Roping a Bride (Selig, 1915)
I think I might do a series of reviews of silent films with gay themes, focusing on those not covered as much as the big three that everyone talks about – Different From the Others (1919), Michael (1924), and Sex in Chains (1928). This obscure Tom Mix short seems like a good starting place.
A lot of cowboy movies are homoerotic, but for what’s ostensibly a story about two men trying to woo the same woman, Roping a Bride (1915) is one of the gayest films I’ve ever seen.
The film opens with Tom (Tom Mix) and Dick (Sid Jordan) sitting together on the grass. Tom helps himself to a cigarette from Dick’s pocket, Dick remarks how over the years they’ve “naturally got to like everything jest about the same”, and they both have a good laugh at nothing in particular.
Next, we meet Vera (Goldie Colwell), the only eligible woman in Snake Hollow (population: twelve). She’s looking for a husband and the obvious choice is either Tom or Dick, but she simply can’t decide between the two. Possibly because they’re inseparable. The pair arrive for a date of sorts with Vera on her front porch and they stay all night and into the next morning, but it’s mostly just the two of them – Vera greets them both and they talk a little, but then she goes inside for an indeterminate amount of time (returning “much later”, the title says). When Vera says she has to get breakfast going (I read it as a more polite “get the hell off my porch”), the two ride off together, side-by-side, Dick’s white horse in step with Tom’s black horse.
With Vera still undecided, an arbiter is appointed to choose a husband for her: Bill Bush (or maybe his name is Sile Burton – the intertitle introducing him and the signature on his letter disagree – played by Roy Watson).
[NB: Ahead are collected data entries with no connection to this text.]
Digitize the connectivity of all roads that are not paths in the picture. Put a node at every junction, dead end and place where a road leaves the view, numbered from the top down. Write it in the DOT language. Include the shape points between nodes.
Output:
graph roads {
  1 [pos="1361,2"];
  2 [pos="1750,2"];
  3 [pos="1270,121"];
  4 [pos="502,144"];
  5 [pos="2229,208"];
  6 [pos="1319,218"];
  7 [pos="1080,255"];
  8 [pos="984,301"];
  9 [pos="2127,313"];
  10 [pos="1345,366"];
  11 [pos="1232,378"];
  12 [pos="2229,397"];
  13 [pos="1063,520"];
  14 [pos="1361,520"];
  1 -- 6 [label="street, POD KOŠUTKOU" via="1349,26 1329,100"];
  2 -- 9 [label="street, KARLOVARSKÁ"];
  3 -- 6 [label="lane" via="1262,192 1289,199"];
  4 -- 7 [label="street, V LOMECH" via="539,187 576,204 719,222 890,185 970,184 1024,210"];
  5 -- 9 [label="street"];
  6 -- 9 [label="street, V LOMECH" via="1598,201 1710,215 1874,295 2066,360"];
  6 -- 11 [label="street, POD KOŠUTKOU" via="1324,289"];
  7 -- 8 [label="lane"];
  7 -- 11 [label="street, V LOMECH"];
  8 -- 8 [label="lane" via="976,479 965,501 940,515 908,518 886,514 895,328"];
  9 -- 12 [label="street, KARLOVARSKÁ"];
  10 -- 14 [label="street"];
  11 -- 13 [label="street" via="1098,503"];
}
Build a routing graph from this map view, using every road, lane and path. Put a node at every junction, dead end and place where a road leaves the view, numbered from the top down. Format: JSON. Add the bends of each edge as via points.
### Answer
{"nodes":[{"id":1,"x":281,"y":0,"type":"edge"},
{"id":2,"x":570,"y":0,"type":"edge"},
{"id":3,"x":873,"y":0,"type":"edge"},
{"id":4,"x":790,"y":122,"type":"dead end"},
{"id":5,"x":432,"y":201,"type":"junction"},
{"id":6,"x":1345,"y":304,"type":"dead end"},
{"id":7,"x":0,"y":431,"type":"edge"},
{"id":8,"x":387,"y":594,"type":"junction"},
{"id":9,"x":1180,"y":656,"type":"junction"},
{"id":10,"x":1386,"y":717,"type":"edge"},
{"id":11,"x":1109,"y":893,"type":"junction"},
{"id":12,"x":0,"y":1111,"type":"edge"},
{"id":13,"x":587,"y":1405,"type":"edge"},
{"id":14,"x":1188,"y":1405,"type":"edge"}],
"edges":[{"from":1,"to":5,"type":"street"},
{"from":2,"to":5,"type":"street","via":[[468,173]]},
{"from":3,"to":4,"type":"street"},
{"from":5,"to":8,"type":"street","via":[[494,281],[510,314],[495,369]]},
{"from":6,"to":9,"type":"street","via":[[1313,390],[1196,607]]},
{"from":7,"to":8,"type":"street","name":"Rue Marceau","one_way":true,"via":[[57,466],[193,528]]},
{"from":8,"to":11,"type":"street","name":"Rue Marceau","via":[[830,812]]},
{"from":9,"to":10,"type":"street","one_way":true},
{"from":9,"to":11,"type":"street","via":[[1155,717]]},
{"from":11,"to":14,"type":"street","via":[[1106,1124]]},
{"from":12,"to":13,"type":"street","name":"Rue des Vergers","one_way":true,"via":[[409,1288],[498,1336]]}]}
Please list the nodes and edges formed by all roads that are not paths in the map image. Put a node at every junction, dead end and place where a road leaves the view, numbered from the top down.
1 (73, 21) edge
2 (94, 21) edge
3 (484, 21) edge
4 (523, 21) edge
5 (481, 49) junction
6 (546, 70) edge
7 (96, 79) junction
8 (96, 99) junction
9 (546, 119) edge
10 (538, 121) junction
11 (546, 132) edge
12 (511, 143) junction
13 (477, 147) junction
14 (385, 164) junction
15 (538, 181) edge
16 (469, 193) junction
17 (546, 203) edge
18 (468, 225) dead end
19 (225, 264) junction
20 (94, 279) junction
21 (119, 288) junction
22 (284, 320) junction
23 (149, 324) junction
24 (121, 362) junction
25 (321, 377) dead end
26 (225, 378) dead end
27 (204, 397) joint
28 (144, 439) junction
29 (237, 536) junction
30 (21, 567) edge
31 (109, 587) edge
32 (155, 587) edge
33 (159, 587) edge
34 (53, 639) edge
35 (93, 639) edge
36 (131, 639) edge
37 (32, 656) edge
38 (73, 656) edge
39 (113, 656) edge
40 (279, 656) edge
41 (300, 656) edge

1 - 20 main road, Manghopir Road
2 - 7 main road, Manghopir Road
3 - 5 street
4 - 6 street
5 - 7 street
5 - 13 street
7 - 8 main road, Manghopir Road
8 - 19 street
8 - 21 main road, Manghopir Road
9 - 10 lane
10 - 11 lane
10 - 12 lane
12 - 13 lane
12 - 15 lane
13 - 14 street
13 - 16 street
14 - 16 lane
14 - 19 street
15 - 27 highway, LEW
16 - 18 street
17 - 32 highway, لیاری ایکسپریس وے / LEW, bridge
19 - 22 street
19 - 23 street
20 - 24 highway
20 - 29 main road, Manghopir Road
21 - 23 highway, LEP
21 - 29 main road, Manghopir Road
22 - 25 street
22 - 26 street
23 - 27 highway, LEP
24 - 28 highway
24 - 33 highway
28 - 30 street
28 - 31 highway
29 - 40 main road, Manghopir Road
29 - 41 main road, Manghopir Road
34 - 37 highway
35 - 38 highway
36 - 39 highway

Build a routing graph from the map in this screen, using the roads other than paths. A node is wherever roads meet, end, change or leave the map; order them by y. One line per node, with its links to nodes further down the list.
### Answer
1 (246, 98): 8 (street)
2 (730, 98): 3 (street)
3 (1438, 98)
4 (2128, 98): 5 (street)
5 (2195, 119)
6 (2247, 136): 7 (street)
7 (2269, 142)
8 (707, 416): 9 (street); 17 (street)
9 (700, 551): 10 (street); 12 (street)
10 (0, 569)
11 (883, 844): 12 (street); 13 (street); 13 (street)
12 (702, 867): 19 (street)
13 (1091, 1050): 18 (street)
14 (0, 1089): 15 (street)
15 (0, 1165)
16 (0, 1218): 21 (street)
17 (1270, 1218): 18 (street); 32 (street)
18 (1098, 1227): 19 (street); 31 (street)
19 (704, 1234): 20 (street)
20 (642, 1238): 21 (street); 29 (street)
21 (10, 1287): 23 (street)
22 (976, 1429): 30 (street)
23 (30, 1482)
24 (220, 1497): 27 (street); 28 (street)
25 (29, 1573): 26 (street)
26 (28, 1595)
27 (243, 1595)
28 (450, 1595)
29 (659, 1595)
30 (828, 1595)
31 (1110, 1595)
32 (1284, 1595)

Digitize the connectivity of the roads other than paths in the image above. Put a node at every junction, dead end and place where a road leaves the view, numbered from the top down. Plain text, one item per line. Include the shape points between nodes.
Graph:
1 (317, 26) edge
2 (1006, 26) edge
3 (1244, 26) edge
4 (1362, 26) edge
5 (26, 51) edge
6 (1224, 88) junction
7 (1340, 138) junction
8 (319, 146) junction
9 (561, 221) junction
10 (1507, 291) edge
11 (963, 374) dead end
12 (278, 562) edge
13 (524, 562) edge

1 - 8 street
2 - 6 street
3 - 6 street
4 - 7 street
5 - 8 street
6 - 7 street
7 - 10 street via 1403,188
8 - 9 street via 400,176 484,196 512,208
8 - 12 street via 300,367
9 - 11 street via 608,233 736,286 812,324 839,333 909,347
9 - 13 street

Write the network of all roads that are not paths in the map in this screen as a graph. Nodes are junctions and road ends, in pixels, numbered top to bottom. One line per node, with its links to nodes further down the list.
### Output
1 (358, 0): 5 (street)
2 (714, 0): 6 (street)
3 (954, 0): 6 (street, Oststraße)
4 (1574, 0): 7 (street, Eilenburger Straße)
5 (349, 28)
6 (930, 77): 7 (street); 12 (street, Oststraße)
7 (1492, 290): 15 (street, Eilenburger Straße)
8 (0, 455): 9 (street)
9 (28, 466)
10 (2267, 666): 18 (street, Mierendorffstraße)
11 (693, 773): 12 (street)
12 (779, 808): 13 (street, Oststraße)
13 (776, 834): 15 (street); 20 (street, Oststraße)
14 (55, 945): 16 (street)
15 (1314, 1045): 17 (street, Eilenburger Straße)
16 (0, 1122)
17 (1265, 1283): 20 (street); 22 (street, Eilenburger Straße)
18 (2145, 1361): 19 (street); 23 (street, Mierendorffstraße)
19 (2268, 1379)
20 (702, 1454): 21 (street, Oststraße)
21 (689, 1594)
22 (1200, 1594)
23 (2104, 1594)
His first suggestion is a duel between Tom and Dick, but they immediately reject that option. He’s all out of ideas until, sometime later, he stumbles upon Tom and Dick both tossing a lasso around pole and laughing at nothing in particular. He writes a letter to Vera outlining his plan: she’s to stand on the road, and 400 yards away, Tom and Dick will wait on horseback. When she hears a gunshot, she’s to start running while the two men race toward her as each tries to catch her with his lasso.
Tom and Dick begin practicing – together, of course. Vera watches them from a distance as they lasso a donkey and a calf, kiss them on the snout, and deliver lines like “You’re the cream of my wheat, the sugar of my rhubarb, and the light of my lantern! Let’s you an’ me get hitched!” She finds it quite amusing.
The day of the competition arrives and all goes according to plan. Tom beats Dick to Vera and tosses his rope around her. He dismounts and kneels before her, but unlike the practice donkey, Vera slaps him on the face and screams “I wouldn’t marry either one of you, unless I were a calf – or a donkey! I’m going to marry a human being!”
Tom and Dick sit by the side of a barn, looking sternly away, but slowly they turn to face each other and a smile creeps across their faces. Tom grabs Dick’s hand and says “I’m powerful glad WE didn’t marry her” (his emphasis). Dick lights Tom’s cigarette and the two laugh as the scene fades out.
I’m never entirely sure if I’m reading too much into a film and finding subtext where there is none, but I showed Roping a Bride to my mother without any context and the first thing she asked after it ended was if that was the silent Brokeback Mountain, so at least I’m not the only one to get that impression.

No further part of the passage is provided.